Outra medida importante, é a regulamentação do § 2º do art. 2º-B da Lei 10.848/2004, que prevê a realização de chamadas públicas realizadas pelas distribuidoras para contratação para contratação de empreendimentos de geração localizados na sua área de concessão. Dentre as fontes de geração passíveis de contratação pela distribuidora por chamada pública está a WTE. Porém, para que tenha êxito essa modalidade de contratação, será fundamental que os Valores Anuais de Referência Específicos (VRES) sejam corretamente definidos para a WTE.

Outra sugestão é que se mantenham os subsídios na forma de desconto das tarifas de uso do sistema de distribuição ou transmissão (TUSD ou TUST).

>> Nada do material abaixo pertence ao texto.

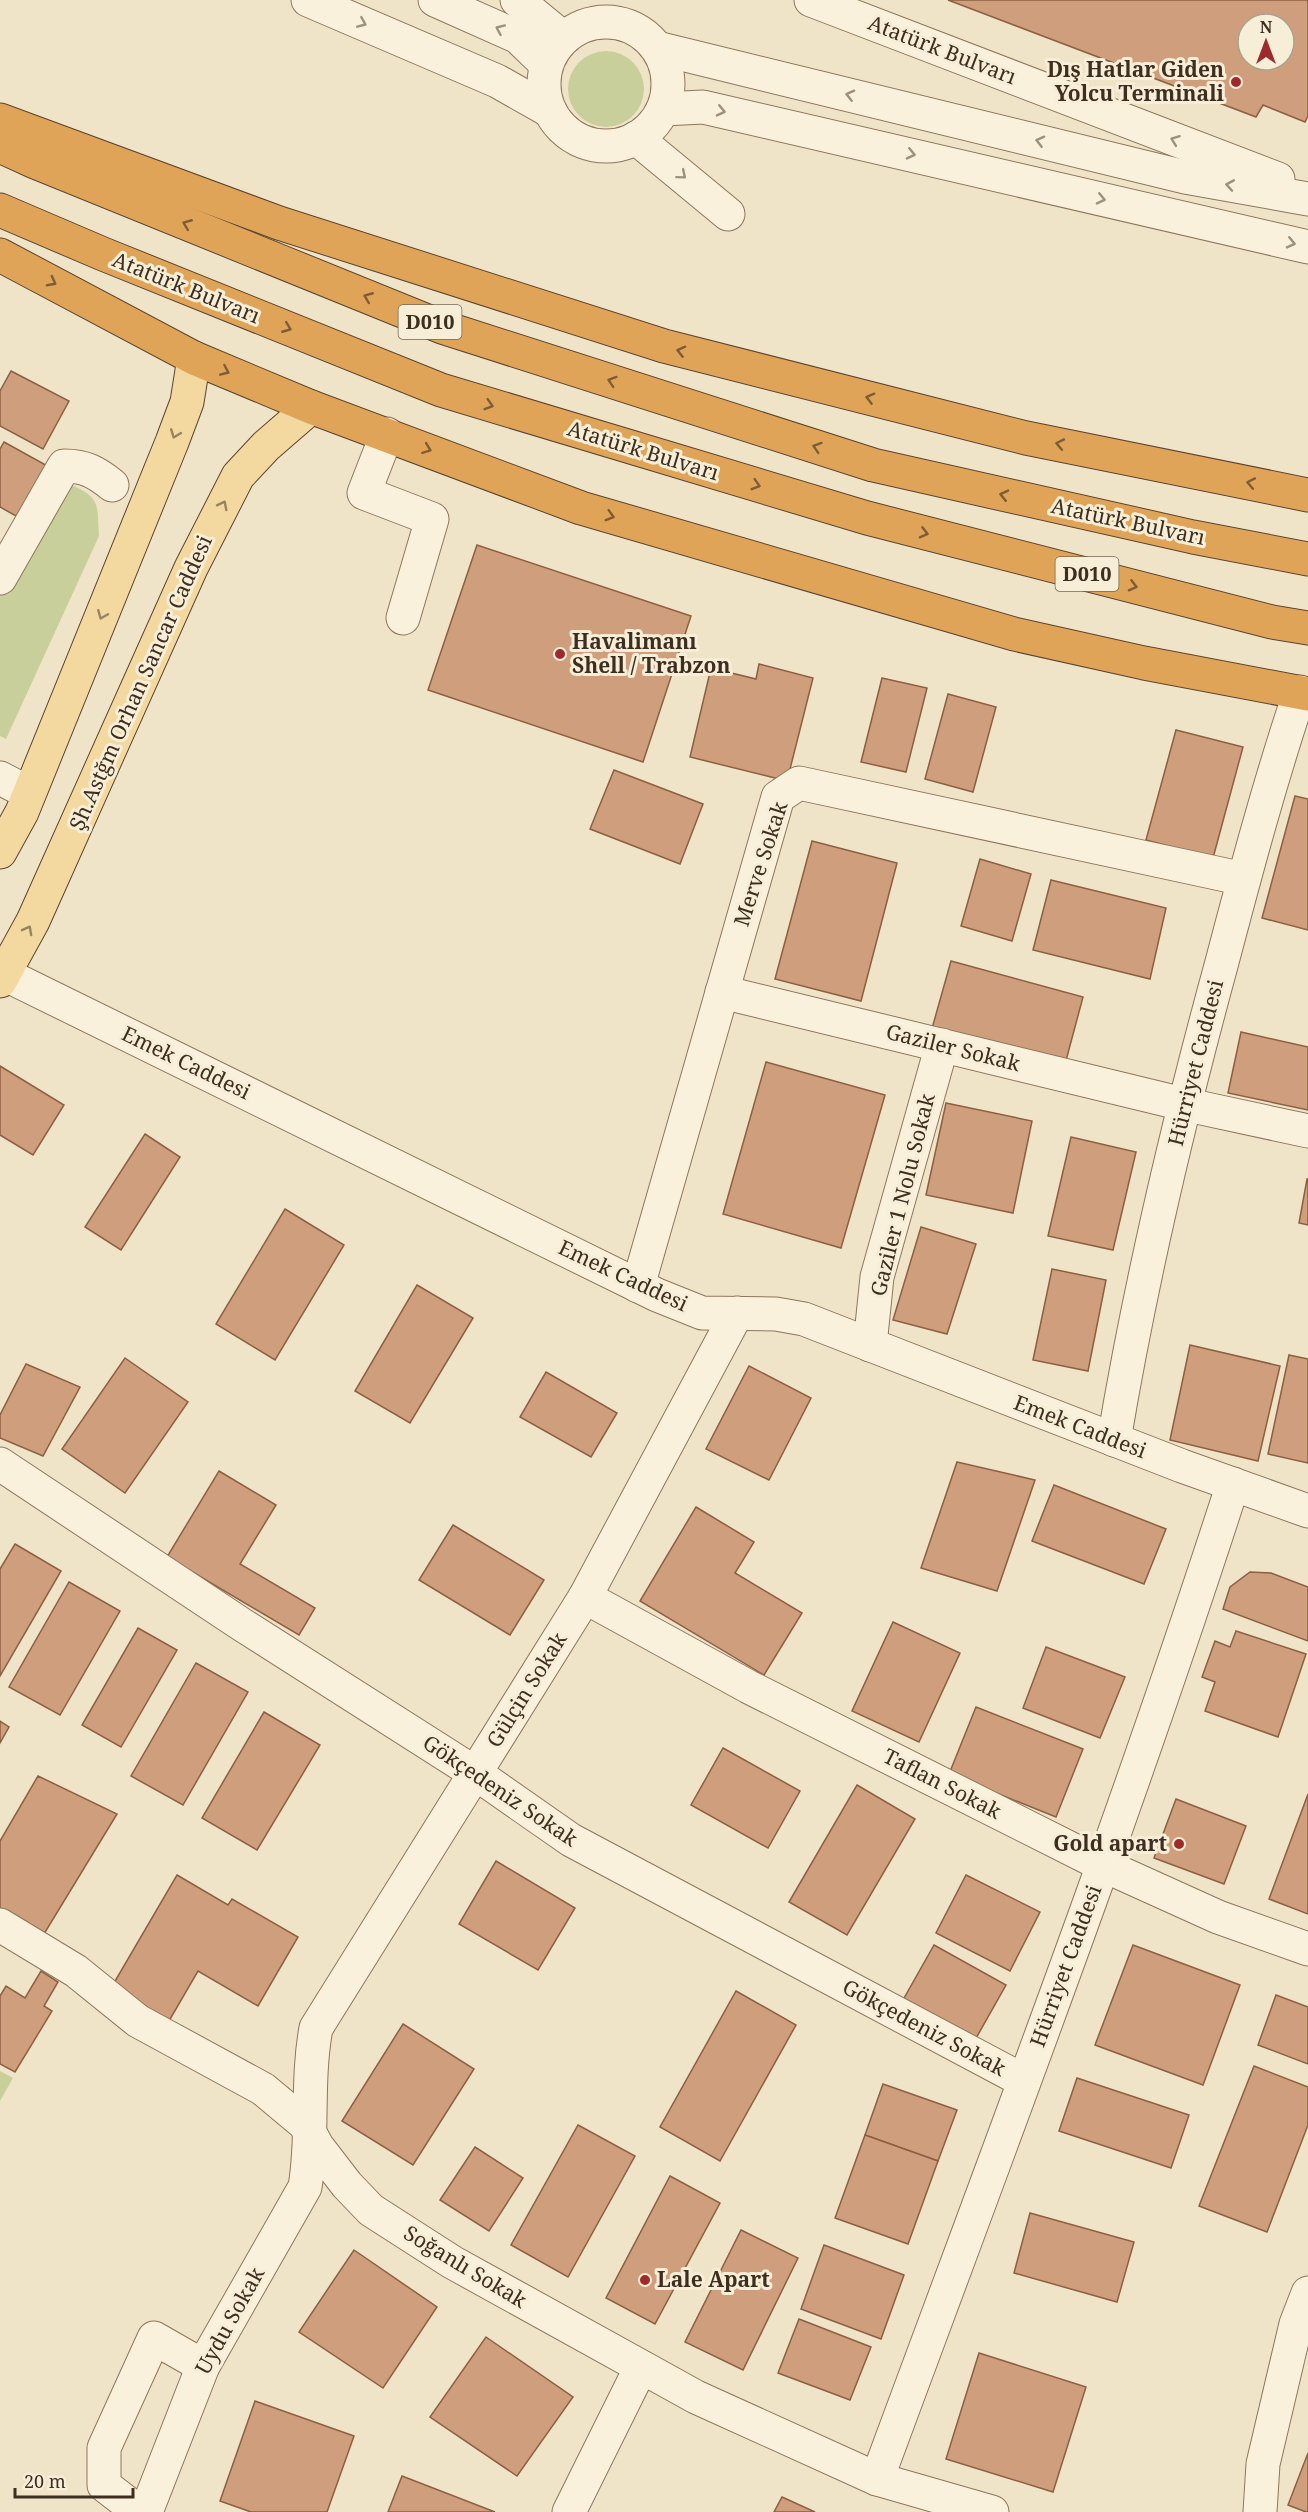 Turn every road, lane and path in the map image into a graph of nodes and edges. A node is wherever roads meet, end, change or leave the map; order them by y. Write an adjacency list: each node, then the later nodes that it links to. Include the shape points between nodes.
1 (308, 0): 9 (street, one-way to 9, via 497,81)
2 (435, 0): 7 (street, one-way to 2)
3 (517, 0): 7 (street)
4 (811, 0): 13 (street, Atatürk Bulvarı, one-way to 4)
5 (617, 11): 6 (street); 7 (street, via 579,28)
6 (657, 48): 8 (street, via 666,67 668,88); 14 (street, one-way to 6, via 1185,177)
7 (554, 50): 9 (street, via 543,80)
8 (663, 109): 11 (street, via 652,126); 17 (street, one-way to 17, via 703,107)
9 (550, 111): 11 (street, via 561,128 578,140 618,145)
10 (0, 120): 23 (highway, one-way to 10, via 1026,438 664,346 279,223)
11 (636, 138): 16 (street, one-way to 16)
12 (0, 146): 25 (highway, Atatürk Bulvarı / D010, one-way to 12, via 873,465 442,327)
13 (1308, 190)
14 (1308, 199)
15 (0, 210): 28 (highway, Atatürk Bulvarı / D010, one-way to 28, via 441,390 867,518)
16 (728, 214)
17 (1308, 247)
18 (0, 255): 19 (highway, one-way to 19)
19 (194, 358): 20 (highway, one-way to 20); 31 (main road, one-way to 31, via 187,402 172,442)
20 (311, 407): 21 (highway); 34 (main road, Şh.Astğm Orhan Sancar Caddesi, one-way to 20, via 33,921 191,568 238,476)
21 (387, 434): 27 (street, via 364,493 432,519); 29 (highway, one-way to 29, via 581,508 1014,634)
22 (112, 485): 24 (street, via 83,466 64,466)
23 (1308, 495)
24 (9, 541): 26 (street)
25 (1308, 559)
26 (0, 578)
27 (403, 618)
28 (1308, 628)
29 (1304, 693): 33 (street, Hürriyet Caddesi, via 1268,788)
30 (0, 778): 31 (street)
31 (29, 793): 32 (main road)
32 (0, 852)
33 (1244, 879): 35 (street, Merve Sokak, via 799,783 778,797); 37 (street, Hürriyet Caddesi)
34 (2, 975): 39 (street, Emek Caddesi)
35 (722, 992): 36 (street, Gaziler Sokak); 39 (street, Merve Sokak)
36 (942, 1045): 37 (street, Gaziler Sokak); 41 (street, Gaziler 1 Nolu Sokak, via 877,1277)
37 (1183, 1104): 38 (street, Gaziler Sokak); 42 (street, Hürriyet Caddesi)
38 (1308, 1131)
39 (638, 1286): 40 (street, Emek Caddesi, via 702,1312)
40 (737, 1312): 41 (street, Emek Caddesi, via 804,1319); 46 (street, Gülçin Sokak)
41 (870, 1345): 42 (street, Emek Caddesi)
42 (1114, 1440): 44 (street, Emek Caddesi)
43 (0, 1464): 47 (street, Gökçedeniz Sokak)
44 (1233, 1484): 45 (street, Emek Caddesi); 48 (street, Hürriyet Caddesi)
45 (1308, 1511)
46 (585, 1598): 47 (street, Gülçin Sokak); 48 (street, Taflan Sokak, via 749,1687)
47 (475, 1773): 51 (street, Gökçedeniz Sokak, via 571,1840); 52 (street, Gülçin Sokak, via 316,2028 310,2062)
48 (1103, 1865): 50 (street, Taflan Sokak, via 1218,1917); 51 (street, Hürriyet Caddesi)
49 (0, 1925): 52 (street, Soğanlı Sokak, via 76,1971 138,2021 263,2089 298,2118)
50 (1308, 1949)
51 (1023, 2081): 56 (street, Hürriyet Caddesi)
52 (309, 2133): 54 (street, Uydu Sokak, via 305,2187); 55 (street, Soğanlı Sokak, via 347,2185 371,2210 452,2262)
53 (1307, 2296): 61 (street, via 1296,2324 1263,2464)
54 (203, 2366): 57 (street, via 154,2338 104,2448 104,2485); 58 (street, Uydu Sokak)
55 (641, 2367): 56 (street, Soğanlı Sokak, via 696,2397); 59 (street)
56 (877, 2479): 60 (street, Soğanlı Sokak)
57 (139, 2512)
58 (146, 2512)
59 (569, 2512)
60 (992, 2512)
61 (1260, 2512)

Essa modalidade de subsídio é importante para tecnologias que estão no início do estágio de maturação como a WTE.  Esses incentivos foram bem sucedidos no desenvolvimento das gerações eólica e fotovoltaica , que atualmente estão amplamente desenvolvidas, disseminadas e são viáveis economicamente sem a necessidade dele.

Investir no desenvolvimento na tecnologia WTE oferece uma dupla solução para as cidades sob o ponto de vista de aumento da confiabilidade sistema elétrico pois são fontes despacháveis próximos aos grandes centros urbanos, e por serem uma fonte renovável que provê um destino adequado e estratégico para o lixo urbano. Ou seja, as usinas WTE transformam um problema – o lixo urbano – em solução.

Artigo de autoria de Victor Ribeiro, gerente de Assuntos Regulatórios da Thymos Energia.